Blanc autour : un bel hommage à des femmes féministes américaines qui ont soutenu les mouvements abolitionnistes au XIXème
- Écrit par : Julie Cadilhac
Par Julie Cadilhac - Lagrandeparade.com/ Nous sommes en 1832, à Canterbury dans le Connecticut, où une pittoresque petite école de jeunes filles est tenue par une lumineuse Miss Prudence Crandall.
Un jour, une fillette noire nommée Sarah vient interroger la directrice de l’établissement sur le phénomène de la réfraction dans l’eau et cette dernière réalise la nécessitéc de dispenser l'éducation à tous et décide au fur et à mesure d’ouvrir son école aux filles de son Etat qui ne sont pas blanches. La réaction, dans la bourgade, est immédiatement très négative : on s’indigne et des notables demandent à Prudence de revenir sur sa décision. Celle-ci, déterminée, féministe à l'avant-garde et convaincue de la pertinence des lois abolitionnistes, ne change pas d’avis…au contraire! ....et à son propre péril et celui de ses pensionnaires qui vont voir une vague de violence et de haine s’abattre sur elles.
Inspiré de faits réels, ce récit qui traite de l’abolition de l’esclavage aux Etats-Unis et du difficile parcours entre le vote des lois et leurs applications, aborde le sujet de manière aussi fine que percutante.

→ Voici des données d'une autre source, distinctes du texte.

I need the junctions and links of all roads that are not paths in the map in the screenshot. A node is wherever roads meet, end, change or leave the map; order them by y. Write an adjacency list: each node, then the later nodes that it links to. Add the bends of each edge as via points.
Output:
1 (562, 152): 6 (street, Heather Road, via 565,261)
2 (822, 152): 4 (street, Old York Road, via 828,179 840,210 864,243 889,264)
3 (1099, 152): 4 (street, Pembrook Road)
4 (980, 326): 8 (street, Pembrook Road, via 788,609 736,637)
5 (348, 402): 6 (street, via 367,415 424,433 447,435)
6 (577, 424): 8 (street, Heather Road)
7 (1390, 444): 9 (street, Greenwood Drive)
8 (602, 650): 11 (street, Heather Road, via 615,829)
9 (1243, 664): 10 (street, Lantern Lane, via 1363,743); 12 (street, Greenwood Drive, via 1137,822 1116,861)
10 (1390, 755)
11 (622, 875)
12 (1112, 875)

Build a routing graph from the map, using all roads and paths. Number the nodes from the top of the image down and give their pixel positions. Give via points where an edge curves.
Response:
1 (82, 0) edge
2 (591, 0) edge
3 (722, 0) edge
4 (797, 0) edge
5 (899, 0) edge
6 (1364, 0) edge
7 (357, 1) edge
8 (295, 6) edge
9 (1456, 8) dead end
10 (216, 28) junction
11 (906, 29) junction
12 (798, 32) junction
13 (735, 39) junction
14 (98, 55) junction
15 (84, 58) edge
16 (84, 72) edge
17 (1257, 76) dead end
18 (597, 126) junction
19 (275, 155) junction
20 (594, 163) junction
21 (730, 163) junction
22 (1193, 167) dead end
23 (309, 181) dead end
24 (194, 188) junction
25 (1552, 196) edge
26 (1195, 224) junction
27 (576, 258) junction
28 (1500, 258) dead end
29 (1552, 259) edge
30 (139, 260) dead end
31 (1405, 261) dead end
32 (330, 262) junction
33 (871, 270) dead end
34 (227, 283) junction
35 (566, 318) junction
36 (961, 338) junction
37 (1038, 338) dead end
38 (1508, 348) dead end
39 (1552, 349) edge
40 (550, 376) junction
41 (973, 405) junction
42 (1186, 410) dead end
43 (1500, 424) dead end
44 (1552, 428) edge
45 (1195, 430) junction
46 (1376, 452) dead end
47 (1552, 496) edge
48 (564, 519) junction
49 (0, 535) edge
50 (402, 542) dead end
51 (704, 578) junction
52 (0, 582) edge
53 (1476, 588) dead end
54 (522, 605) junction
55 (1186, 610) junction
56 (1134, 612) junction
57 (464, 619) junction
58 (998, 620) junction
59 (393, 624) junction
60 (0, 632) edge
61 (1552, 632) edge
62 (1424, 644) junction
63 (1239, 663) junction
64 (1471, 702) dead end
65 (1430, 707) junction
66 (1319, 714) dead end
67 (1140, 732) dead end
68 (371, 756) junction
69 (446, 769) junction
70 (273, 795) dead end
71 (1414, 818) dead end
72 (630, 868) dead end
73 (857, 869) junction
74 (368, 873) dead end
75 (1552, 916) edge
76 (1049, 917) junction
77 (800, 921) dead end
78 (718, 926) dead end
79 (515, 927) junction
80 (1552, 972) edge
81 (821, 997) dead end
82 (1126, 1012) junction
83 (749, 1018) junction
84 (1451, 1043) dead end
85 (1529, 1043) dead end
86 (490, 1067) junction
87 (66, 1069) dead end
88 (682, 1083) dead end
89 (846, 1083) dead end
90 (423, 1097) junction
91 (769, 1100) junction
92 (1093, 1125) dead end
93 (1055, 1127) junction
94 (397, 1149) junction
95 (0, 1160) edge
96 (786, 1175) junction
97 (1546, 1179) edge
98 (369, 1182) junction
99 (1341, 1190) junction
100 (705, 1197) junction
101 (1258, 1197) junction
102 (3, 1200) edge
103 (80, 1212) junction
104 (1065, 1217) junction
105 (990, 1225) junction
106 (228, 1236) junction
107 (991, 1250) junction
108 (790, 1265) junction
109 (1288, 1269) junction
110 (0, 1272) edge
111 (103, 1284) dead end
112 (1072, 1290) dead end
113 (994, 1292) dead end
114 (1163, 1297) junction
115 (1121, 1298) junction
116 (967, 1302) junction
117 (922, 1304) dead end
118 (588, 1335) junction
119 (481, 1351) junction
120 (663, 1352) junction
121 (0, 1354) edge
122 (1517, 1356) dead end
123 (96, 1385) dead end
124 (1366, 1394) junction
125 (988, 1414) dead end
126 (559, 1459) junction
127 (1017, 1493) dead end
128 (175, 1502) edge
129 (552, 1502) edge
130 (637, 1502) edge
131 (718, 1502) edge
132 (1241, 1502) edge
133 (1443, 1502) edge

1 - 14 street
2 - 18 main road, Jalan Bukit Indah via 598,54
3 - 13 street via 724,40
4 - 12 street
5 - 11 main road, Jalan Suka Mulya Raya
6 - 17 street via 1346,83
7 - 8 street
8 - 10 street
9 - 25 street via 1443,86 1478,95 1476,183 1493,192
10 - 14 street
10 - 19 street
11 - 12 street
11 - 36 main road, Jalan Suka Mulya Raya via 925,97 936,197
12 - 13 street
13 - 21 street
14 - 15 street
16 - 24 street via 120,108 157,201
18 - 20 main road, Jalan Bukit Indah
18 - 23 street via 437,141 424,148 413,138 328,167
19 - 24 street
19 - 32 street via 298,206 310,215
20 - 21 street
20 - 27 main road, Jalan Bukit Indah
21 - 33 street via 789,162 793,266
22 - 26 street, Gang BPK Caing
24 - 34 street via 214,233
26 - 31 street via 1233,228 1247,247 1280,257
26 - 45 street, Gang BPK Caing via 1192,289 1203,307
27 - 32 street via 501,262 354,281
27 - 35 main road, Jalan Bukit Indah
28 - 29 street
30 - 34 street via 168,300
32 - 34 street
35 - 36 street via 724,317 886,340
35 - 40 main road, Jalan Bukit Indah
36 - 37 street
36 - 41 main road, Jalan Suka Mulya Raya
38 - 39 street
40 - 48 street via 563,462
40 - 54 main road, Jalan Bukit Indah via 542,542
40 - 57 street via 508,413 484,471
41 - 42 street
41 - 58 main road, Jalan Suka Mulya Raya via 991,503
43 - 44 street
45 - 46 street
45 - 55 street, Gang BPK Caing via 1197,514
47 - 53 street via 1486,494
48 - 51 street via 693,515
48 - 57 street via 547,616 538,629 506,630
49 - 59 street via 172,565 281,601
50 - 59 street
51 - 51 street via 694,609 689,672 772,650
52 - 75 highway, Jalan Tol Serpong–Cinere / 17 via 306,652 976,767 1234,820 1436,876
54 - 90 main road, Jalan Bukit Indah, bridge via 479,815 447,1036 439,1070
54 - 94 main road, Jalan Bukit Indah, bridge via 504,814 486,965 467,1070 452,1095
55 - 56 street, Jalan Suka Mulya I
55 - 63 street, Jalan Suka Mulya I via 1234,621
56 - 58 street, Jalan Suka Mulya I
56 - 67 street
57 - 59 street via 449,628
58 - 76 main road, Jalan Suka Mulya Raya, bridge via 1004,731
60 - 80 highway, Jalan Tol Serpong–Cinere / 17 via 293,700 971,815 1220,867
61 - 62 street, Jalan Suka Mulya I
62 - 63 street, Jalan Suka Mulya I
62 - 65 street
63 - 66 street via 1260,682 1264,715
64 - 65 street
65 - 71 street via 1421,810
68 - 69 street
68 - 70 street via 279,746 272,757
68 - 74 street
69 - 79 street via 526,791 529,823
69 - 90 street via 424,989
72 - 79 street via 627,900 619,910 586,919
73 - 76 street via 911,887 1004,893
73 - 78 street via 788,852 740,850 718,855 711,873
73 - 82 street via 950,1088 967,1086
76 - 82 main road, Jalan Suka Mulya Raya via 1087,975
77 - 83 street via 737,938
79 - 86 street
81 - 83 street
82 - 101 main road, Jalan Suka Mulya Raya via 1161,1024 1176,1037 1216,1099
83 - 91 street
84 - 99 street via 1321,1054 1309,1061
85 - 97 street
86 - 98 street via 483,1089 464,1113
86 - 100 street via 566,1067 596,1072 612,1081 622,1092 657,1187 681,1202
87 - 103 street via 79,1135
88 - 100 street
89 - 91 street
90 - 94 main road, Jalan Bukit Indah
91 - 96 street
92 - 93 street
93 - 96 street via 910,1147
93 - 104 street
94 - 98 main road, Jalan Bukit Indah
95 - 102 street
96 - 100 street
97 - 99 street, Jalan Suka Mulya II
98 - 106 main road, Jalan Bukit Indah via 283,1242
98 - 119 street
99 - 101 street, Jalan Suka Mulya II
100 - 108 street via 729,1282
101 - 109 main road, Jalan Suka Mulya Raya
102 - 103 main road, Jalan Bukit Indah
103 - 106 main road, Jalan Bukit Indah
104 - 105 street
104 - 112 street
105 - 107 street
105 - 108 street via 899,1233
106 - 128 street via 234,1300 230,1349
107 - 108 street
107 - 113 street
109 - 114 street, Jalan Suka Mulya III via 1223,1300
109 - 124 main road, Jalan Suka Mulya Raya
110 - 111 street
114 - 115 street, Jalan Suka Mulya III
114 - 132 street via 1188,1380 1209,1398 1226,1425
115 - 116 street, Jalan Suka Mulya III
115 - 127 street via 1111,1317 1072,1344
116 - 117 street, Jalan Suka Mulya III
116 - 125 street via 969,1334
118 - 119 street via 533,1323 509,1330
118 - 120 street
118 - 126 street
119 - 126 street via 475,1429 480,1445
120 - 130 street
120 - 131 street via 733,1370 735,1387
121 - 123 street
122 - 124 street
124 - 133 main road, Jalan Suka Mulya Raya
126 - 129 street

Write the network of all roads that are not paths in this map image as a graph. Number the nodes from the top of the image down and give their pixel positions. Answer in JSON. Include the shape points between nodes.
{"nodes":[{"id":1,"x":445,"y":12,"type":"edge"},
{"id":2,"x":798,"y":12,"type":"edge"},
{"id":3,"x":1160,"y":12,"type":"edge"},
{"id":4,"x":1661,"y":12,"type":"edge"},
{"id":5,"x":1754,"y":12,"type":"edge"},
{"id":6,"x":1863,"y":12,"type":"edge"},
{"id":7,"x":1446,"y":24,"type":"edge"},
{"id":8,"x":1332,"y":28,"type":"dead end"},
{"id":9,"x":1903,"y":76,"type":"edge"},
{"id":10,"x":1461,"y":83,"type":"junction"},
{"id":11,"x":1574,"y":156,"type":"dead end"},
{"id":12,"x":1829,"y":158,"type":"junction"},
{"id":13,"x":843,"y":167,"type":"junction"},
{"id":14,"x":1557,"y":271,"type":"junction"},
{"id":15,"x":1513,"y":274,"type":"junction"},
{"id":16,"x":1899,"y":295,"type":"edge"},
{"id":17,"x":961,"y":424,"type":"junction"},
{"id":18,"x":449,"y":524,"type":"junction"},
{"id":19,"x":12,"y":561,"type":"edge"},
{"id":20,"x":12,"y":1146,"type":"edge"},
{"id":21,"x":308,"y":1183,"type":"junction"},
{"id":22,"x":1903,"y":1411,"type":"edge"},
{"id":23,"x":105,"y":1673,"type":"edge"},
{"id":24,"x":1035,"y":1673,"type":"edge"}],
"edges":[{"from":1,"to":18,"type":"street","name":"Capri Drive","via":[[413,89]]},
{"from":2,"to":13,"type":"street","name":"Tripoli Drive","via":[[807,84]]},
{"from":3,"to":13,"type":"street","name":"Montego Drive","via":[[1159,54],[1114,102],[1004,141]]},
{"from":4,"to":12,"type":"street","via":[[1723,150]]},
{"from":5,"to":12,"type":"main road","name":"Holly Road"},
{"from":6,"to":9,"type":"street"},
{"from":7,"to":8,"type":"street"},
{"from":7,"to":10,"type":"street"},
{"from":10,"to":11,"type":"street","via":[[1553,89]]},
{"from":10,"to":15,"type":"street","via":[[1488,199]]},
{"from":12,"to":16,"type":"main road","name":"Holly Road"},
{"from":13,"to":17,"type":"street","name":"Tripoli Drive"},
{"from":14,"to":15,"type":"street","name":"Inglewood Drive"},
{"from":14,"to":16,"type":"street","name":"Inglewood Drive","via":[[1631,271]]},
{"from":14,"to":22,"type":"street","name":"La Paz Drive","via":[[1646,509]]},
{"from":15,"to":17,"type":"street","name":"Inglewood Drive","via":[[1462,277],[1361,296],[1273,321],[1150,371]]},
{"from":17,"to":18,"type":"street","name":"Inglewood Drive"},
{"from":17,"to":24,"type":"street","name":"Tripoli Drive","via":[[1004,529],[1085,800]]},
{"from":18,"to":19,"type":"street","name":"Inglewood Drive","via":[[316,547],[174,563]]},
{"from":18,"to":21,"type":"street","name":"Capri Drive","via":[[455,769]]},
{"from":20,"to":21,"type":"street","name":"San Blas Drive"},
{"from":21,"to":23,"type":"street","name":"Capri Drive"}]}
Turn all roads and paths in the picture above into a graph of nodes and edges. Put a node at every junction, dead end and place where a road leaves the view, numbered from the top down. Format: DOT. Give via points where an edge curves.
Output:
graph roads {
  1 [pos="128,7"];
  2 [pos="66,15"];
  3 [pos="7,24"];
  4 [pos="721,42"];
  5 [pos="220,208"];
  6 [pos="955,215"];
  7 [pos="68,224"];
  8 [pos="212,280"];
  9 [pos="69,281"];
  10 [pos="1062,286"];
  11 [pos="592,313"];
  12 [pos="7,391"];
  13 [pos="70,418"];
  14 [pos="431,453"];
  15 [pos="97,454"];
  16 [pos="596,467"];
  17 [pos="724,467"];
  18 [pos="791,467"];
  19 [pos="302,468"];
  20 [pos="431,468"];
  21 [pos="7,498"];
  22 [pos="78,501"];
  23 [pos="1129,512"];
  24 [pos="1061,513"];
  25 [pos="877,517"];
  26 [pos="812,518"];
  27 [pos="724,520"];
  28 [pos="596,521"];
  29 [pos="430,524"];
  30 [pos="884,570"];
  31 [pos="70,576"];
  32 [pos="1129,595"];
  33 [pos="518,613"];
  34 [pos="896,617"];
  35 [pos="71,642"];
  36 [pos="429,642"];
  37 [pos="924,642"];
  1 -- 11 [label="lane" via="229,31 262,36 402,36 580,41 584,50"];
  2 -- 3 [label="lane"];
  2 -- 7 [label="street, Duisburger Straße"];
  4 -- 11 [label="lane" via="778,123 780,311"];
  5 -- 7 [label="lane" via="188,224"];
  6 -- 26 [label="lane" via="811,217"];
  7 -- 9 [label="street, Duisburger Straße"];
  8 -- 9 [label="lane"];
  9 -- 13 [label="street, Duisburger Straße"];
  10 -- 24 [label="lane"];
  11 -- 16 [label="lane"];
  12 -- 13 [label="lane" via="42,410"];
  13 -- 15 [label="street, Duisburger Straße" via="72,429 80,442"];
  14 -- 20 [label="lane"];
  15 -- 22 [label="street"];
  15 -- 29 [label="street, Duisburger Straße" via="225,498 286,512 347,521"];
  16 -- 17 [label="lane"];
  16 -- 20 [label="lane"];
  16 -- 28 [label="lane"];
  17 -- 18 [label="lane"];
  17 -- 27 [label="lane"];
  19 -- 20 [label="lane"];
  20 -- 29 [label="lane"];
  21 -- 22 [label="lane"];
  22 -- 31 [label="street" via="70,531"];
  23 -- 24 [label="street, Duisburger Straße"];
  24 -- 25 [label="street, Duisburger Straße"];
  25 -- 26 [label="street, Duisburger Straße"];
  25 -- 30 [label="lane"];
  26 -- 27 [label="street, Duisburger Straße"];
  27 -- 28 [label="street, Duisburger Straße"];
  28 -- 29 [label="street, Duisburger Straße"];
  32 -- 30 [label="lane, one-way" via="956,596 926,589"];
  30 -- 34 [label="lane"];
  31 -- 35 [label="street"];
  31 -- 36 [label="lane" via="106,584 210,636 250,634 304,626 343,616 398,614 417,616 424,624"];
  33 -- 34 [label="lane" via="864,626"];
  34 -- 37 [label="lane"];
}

Wilfrid Lupano y insère une galerie de personnages singuliers et attachants comme la sorcière féministe qui sévit au fond des bois ou encore le sauvageon rebelle qui vocifère à l’envi des testes du prédicateur Nat Turner. A l’exception d’une scène meurtrière, le scénario prend le parti d’aborder cette animosité et cette peur de l’étranger non pas au travers d’images choquantes mais plutôt en réfléchissant sur les conséquences et les enjeux des bouleversements d’une société. Lorsque la sorcière Miriam invite les filles à réfléchir à ce qu’il y a dans leur ventre, elle donne le secret de la révolte la plus efficace : « Nous mettons au monde des enfants, et nous les élevons. Des femmes noires instruites auront des enfants instruits, qui auront des enfants plus instruits encore. »
Stéphane Fert accompagne cette histoire de femmes fortes de sa patte graphique originale : on apprécie ses nombreuses vignettes sans phylactère, sa manière de représenter certaines scènes de foule et son traitement des couleurs d’une grande expressivité.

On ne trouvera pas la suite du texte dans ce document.